Pricing bookkeeping services is hard. No two clients are the same and their requirements are worlds apart. That alone is enough to make most bookkeepers dread the pricing conversation entirely.
Once, a bookkeeper in one of our demos put it perfectly. Every time a prospect asked about pricing on a discovery call, it made them sweat.
We believe they are not alone.
Most bookkeepers know their work inside out. It is the moment someone asks “so what would you charge for this?” that everything gets uncomfortable. In this post, we are going to change that.
Why Bookkeeping Pricing Feels So Uncomfortable
It is not one variable. It is five or six variables interacting with each other simultaneously, and you are trying to assess all of them in real time while a prospect is waiting for an answer on a call.
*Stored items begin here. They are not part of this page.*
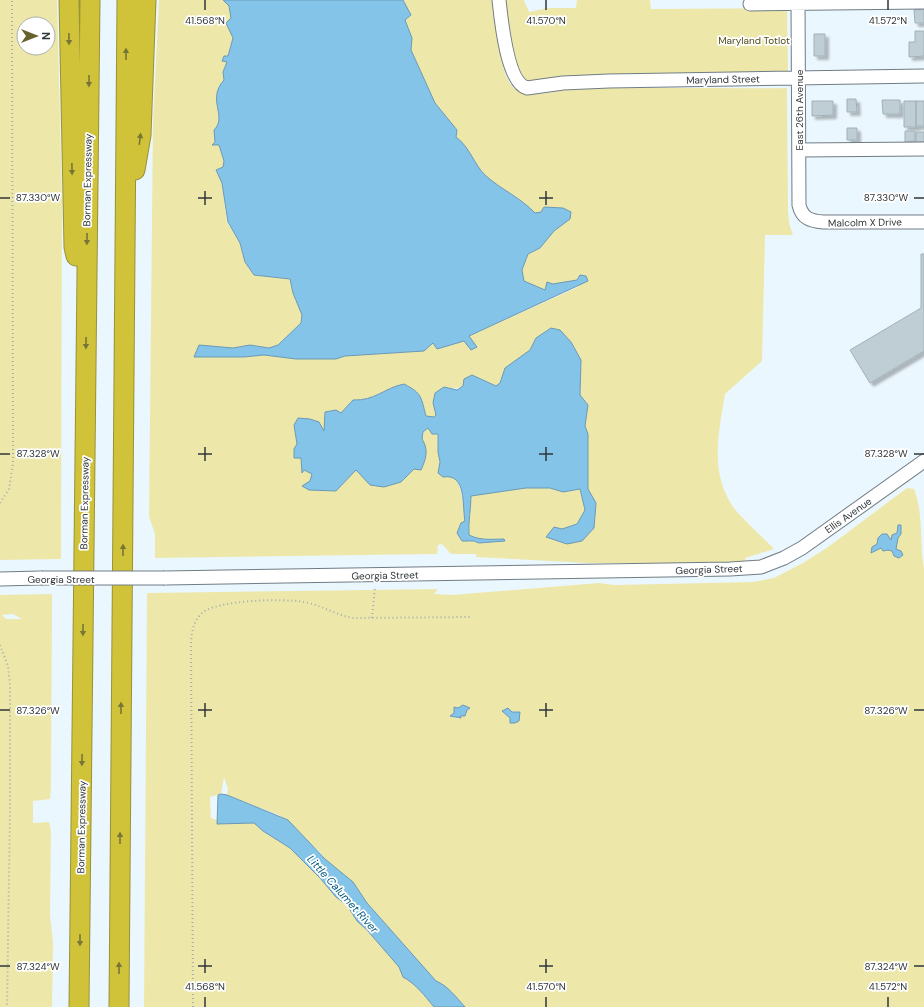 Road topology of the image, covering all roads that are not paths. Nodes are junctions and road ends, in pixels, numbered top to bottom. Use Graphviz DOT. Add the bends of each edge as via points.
graph roads {
  1 [pos="69,0"];
  2 [pos="90,0"];
  3 [pos="127,0"];
  4 [pos="146,0"];
  5 [pos="499,0"];
  6 [pos="798,2"];
  7 [pos="924,2"];
  8 [pos="750,4"];
  9 [pos="924,76"];
  10 [pos="799,77"];
  11 [pos="924,149"];
  12 [pos="800,150"];
  13 [pos="806,218"];
  14 [pos="924,222"];
  15 [pos="126,233"];
  16 [pos="86,304"];
  17 [pos="924,461"];
  18 [pos="769,565"];
  19 [pos="0,579"];
  20 [pos="79,1007"];
  21 [pos="119,1007"];
  1 -- 16 [label="highway, one-way" via="74,247"];
  2 -- 16 [label="highway, Borman Expressway, one-way"];
  15 -- 3 [label="highway, one-way"];
  15 -- 4 [label="highway, one-way" via="141,135"];
  5 -- 10 [label="street, Maryland Street" via="510,61 517,80 523,87 609,81"];
  6 -- 7 [label="street"];
  6 -- 8 [label="street"];
  6 -- 10 [label="street, East 26th Avenue"];
  9 -- 10 [label="street, Maryland Street"];
  10 -- 12 [label="street, East 26th Avenue"];
  11 -- 12 [label="street"];
  12 -- 13 [label="street, East 26th Avenue" via="799,205"];
  13 -- 14 [label="street, Malcolm X Drive" via="822,222"];
  21 -- 15 [label="highway, one-way"];
  16 -- 20 [label="highway, Borman Expressway, one-way"];
  17 -- 18 [label="street, Ellis Avenue" via="802,548"];
  18 -- 19 [label="street, Georgia Street, bridge" via="730,569"];
}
- Transaction volume changes the picture.
- Catch up work adds a separate layer entirely.
- Software setup is a one off cost that needs separating from the recurring fee.
- Multiple income sources add complexity.
- The quality of the existing records changes everything before a single transaction is even touched.
And somewhere in the middle of all of that, the prospect is still waiting.
Most bookkeepers handle this one of three ways. They quote a range to buy themselves time. They give a ballpark that ends up being wrong. Or they say they will follow up with something in writing and lose the momentum the call built. None of these feel good. And none of them project the kind of confidence that turns a warm prospect into a signed client.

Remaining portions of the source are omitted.